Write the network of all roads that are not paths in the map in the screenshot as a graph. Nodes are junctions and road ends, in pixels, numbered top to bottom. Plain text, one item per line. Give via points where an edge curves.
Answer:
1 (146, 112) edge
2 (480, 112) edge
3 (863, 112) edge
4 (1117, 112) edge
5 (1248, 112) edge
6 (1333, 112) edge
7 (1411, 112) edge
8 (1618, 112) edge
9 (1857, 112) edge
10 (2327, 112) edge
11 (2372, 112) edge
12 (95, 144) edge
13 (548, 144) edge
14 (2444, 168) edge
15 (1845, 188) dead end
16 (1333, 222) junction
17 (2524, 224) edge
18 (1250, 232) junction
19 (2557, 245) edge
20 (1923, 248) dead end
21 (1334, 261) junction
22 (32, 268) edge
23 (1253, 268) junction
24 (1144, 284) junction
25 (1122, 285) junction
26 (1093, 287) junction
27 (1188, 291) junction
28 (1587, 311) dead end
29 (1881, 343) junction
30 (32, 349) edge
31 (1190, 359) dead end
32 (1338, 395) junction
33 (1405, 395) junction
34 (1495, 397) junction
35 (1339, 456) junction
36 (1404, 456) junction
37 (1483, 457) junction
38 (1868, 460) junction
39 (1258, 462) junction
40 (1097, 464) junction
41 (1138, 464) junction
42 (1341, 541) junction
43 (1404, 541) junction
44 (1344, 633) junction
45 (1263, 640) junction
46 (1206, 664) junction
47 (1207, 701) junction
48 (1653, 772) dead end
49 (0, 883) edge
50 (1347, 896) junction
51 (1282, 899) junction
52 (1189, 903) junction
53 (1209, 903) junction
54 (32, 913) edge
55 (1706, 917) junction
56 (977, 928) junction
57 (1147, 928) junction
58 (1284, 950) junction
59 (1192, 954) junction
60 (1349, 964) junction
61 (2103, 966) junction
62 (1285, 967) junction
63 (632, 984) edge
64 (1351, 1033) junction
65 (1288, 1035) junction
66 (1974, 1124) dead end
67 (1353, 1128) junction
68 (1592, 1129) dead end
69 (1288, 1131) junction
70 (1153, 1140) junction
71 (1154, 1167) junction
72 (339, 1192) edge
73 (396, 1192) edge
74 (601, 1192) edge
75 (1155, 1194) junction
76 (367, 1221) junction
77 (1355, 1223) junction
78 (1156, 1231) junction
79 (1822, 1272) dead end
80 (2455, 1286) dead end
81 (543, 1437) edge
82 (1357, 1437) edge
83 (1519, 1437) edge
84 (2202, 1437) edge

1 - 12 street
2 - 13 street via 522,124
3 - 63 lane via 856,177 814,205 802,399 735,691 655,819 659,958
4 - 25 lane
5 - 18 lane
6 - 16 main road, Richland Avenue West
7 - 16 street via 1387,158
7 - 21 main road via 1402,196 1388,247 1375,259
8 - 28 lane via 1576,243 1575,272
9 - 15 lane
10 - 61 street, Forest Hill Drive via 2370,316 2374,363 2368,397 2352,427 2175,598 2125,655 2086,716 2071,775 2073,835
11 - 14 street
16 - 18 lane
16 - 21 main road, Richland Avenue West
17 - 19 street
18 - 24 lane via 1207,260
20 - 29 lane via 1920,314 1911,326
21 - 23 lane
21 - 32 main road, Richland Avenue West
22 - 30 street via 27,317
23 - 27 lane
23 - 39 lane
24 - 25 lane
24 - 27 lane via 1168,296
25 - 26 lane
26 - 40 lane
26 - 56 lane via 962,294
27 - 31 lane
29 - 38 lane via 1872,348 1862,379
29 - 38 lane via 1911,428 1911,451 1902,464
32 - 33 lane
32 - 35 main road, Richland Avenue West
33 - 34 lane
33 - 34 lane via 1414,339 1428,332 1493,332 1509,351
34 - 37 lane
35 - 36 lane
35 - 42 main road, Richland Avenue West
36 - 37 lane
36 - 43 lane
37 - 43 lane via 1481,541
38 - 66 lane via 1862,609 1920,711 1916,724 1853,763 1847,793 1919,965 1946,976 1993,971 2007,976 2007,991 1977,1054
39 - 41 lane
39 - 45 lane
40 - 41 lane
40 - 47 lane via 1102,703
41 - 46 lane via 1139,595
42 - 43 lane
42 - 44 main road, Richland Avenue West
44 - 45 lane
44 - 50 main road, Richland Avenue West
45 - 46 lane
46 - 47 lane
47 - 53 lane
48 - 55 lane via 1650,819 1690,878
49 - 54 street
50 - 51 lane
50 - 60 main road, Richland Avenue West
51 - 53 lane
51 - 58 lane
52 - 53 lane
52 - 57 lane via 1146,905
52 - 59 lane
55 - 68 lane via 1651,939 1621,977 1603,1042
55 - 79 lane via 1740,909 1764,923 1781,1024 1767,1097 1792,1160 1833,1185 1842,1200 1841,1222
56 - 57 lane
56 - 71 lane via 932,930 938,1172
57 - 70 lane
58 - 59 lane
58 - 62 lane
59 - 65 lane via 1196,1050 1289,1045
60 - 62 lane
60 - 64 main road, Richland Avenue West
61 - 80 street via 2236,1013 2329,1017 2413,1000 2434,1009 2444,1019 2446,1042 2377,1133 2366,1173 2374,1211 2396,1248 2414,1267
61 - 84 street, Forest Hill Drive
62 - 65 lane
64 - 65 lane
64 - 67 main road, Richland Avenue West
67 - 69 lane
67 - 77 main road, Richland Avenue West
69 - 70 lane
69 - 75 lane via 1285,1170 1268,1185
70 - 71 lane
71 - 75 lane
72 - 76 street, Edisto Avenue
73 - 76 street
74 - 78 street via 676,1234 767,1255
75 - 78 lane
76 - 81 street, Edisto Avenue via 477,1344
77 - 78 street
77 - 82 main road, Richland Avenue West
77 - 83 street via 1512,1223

==

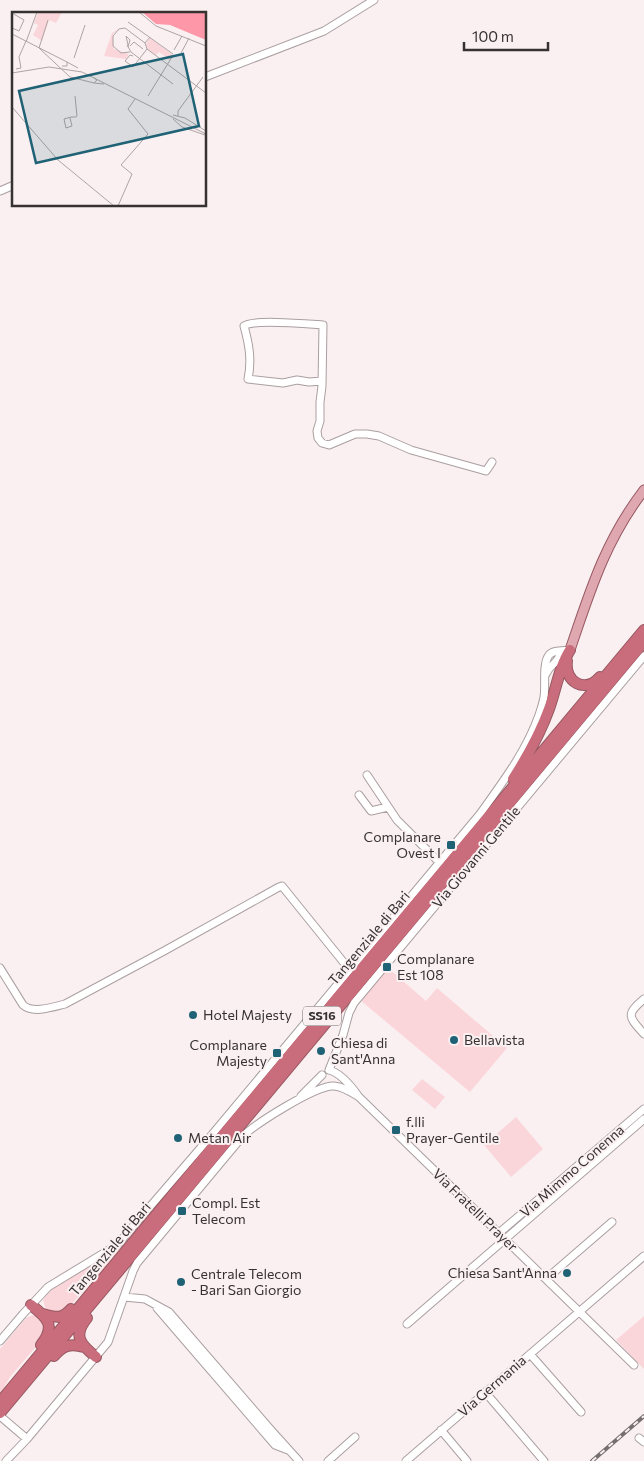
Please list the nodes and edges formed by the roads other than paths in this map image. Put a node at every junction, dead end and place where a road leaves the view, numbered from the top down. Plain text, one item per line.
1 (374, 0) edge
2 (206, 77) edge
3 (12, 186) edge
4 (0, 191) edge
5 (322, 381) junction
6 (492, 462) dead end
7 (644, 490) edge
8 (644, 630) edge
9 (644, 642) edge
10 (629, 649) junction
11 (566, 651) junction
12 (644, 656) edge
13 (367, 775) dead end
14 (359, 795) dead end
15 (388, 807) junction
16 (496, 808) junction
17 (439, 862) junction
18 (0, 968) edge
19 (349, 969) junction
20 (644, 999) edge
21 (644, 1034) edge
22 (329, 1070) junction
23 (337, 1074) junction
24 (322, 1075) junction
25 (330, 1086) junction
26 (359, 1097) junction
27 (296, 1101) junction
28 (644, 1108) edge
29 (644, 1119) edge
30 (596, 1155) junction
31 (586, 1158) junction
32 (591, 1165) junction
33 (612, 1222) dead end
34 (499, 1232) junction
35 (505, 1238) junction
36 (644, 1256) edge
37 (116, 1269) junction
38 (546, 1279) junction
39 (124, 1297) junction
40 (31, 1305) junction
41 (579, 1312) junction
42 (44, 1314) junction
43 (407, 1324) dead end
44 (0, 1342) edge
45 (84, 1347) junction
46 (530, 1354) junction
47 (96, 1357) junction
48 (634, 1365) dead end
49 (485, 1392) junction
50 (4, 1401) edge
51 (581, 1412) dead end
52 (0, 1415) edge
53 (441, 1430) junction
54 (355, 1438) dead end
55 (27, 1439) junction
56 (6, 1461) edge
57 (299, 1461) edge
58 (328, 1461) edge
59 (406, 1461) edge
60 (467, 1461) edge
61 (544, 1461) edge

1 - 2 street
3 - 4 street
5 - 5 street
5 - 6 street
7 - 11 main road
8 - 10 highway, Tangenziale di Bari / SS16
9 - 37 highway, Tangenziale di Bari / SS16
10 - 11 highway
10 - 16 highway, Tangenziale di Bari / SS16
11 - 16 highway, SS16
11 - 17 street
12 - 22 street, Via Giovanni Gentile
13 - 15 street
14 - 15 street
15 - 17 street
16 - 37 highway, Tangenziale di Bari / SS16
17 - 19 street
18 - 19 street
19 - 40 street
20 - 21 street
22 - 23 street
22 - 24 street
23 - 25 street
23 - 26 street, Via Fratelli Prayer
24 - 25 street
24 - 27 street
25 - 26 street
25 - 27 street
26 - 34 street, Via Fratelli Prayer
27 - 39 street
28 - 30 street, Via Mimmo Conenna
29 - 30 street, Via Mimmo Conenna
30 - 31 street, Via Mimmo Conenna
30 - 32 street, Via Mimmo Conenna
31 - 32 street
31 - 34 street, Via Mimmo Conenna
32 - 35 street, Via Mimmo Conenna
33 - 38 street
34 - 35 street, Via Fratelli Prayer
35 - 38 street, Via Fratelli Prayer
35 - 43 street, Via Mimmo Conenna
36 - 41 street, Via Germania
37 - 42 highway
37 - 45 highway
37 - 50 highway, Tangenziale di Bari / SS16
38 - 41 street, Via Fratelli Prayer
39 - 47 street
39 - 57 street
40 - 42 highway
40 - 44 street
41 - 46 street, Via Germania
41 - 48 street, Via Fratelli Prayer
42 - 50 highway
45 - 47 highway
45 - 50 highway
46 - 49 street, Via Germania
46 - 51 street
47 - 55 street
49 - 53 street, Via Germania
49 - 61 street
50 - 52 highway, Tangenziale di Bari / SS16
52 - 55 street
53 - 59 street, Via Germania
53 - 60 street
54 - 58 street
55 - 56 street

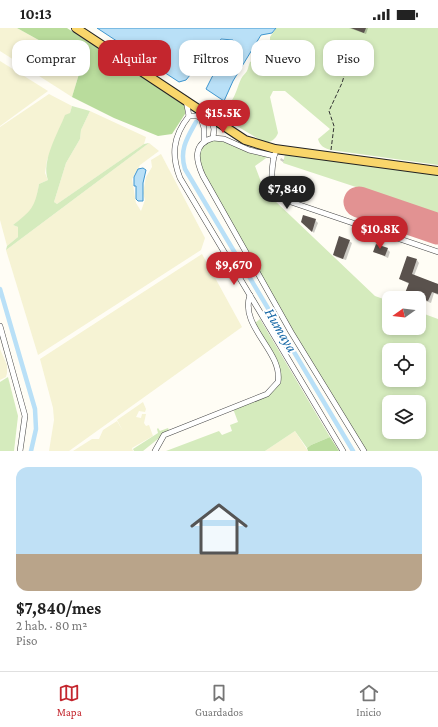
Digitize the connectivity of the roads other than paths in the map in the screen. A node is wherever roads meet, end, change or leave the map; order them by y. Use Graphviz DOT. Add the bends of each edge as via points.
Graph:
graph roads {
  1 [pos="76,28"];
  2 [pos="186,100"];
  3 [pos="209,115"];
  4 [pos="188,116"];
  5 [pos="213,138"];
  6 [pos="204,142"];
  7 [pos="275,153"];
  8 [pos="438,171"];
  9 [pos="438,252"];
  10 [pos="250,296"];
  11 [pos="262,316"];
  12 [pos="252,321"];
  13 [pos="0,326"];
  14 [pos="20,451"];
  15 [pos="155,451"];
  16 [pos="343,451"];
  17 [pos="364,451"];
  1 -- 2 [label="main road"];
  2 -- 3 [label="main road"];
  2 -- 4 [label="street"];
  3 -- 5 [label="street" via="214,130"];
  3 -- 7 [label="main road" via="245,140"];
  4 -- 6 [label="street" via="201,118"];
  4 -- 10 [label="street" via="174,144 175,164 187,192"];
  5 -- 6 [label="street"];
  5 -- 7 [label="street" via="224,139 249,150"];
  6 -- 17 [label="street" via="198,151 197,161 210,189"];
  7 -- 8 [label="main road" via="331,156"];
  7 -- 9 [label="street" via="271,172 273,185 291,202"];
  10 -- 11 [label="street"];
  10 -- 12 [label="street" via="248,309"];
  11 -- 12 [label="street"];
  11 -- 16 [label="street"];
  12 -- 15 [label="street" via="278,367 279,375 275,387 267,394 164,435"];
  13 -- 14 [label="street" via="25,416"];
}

==

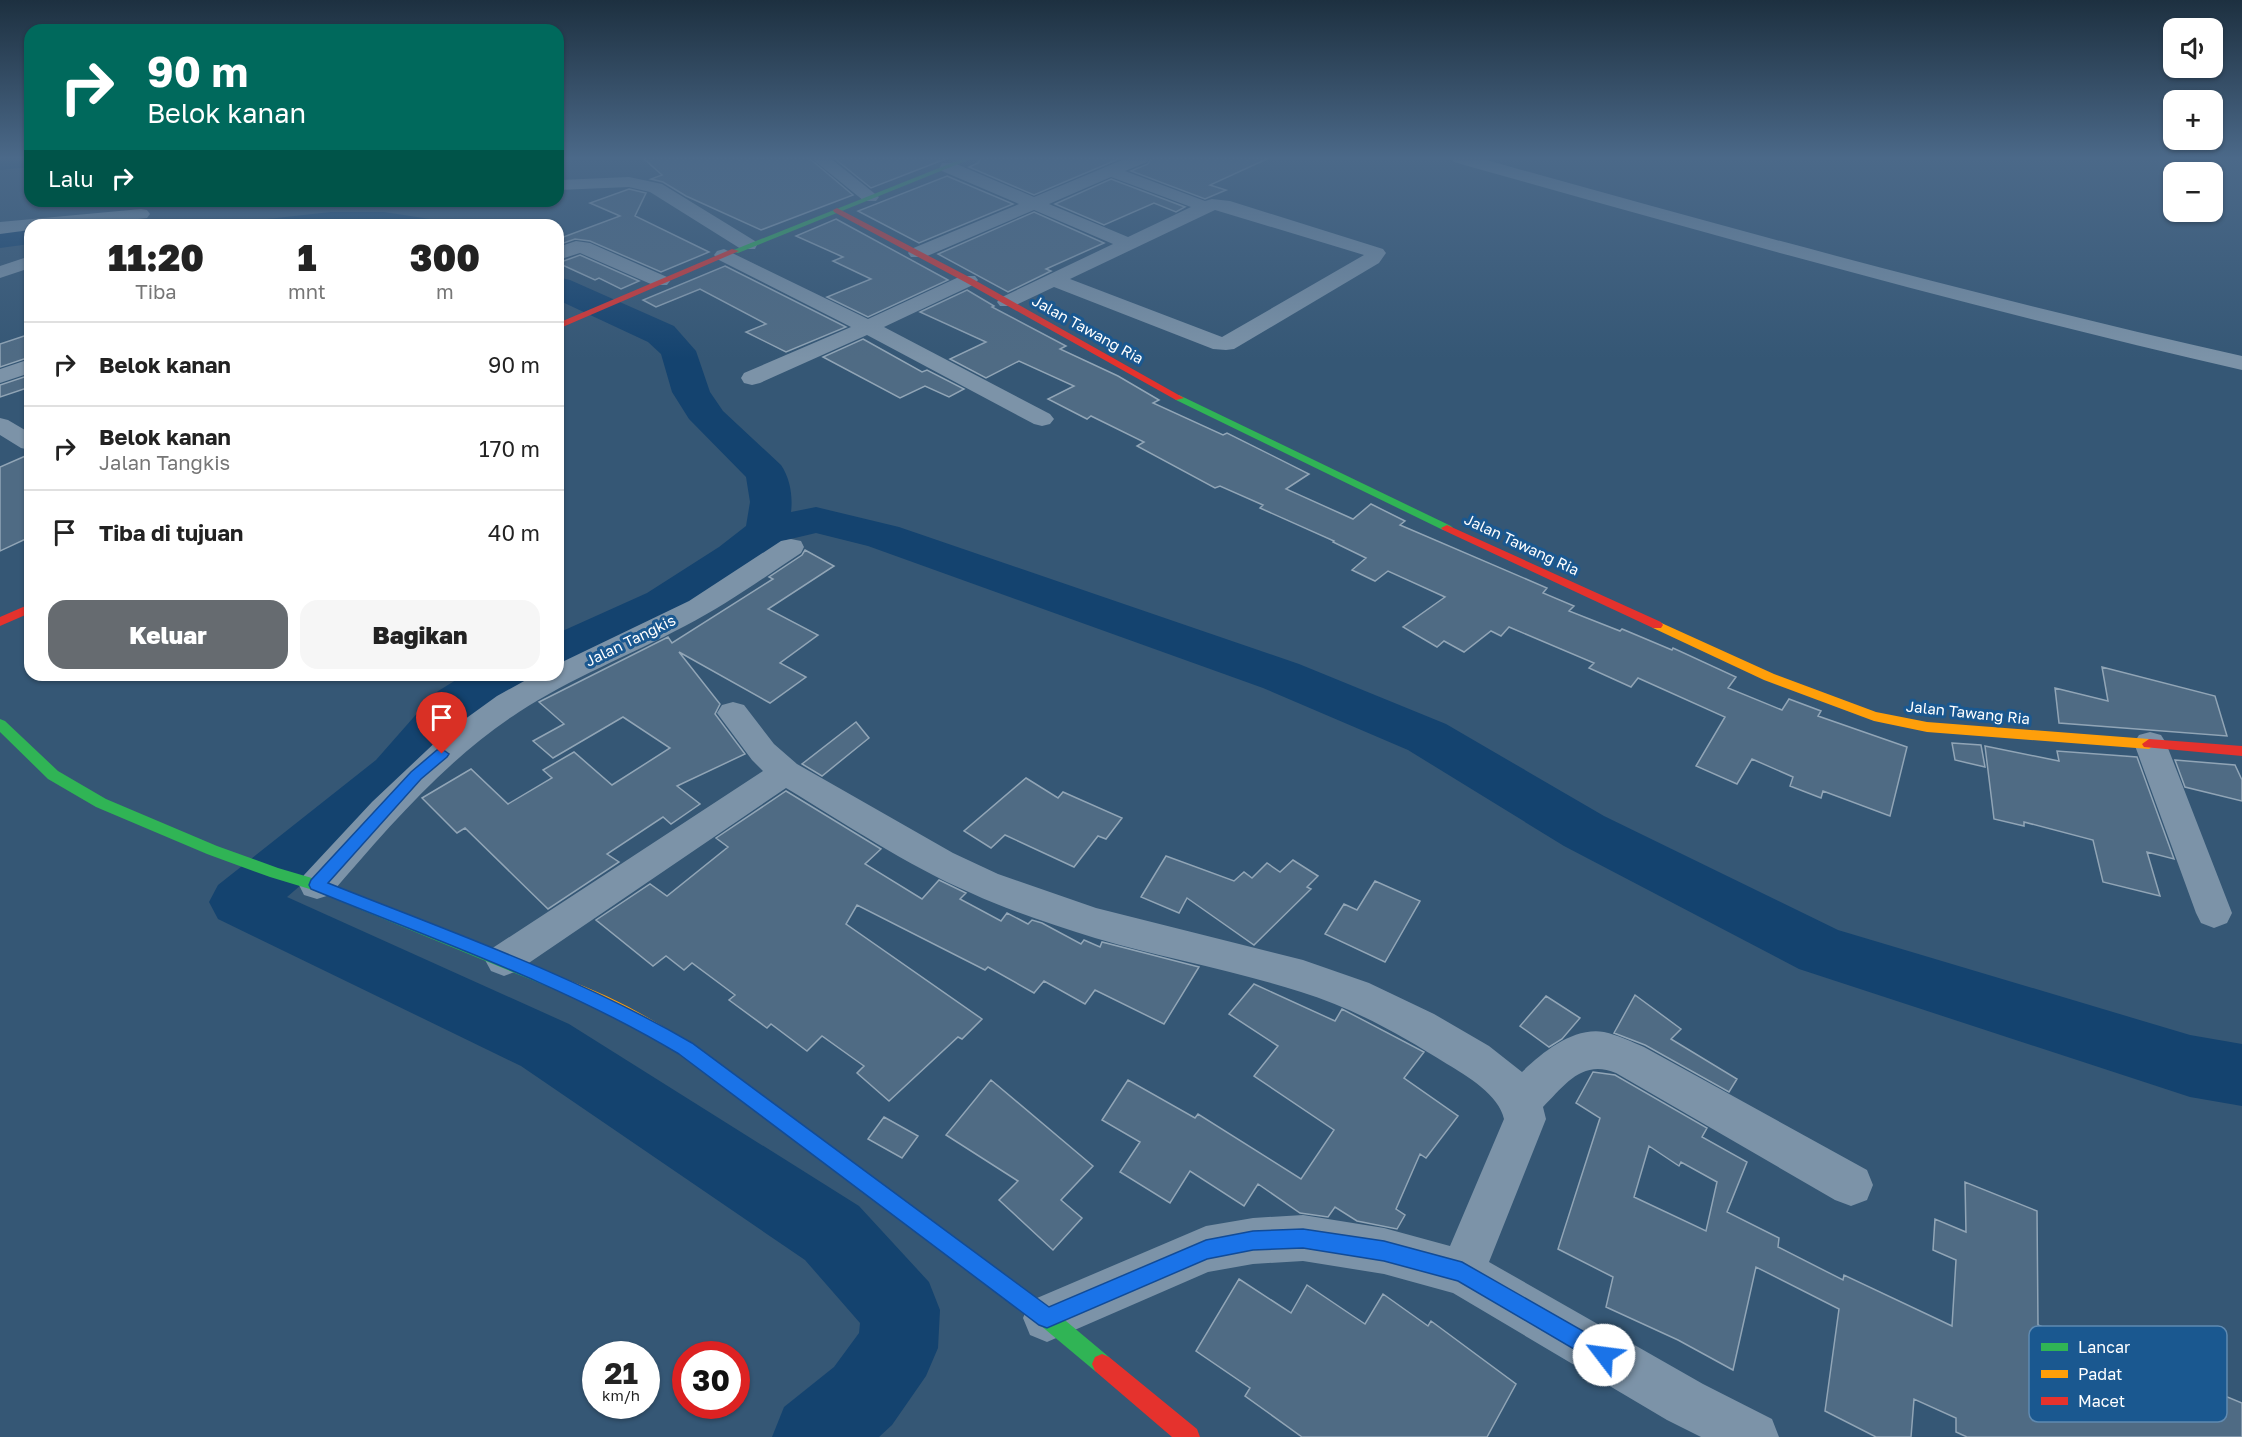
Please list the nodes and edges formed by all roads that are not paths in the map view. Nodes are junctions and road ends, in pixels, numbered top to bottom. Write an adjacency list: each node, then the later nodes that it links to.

WHAT IS BEING ASKED: Tally the lines in the records above that hold the word "points", and give only that number.

EXERCISE RESPONSE: 2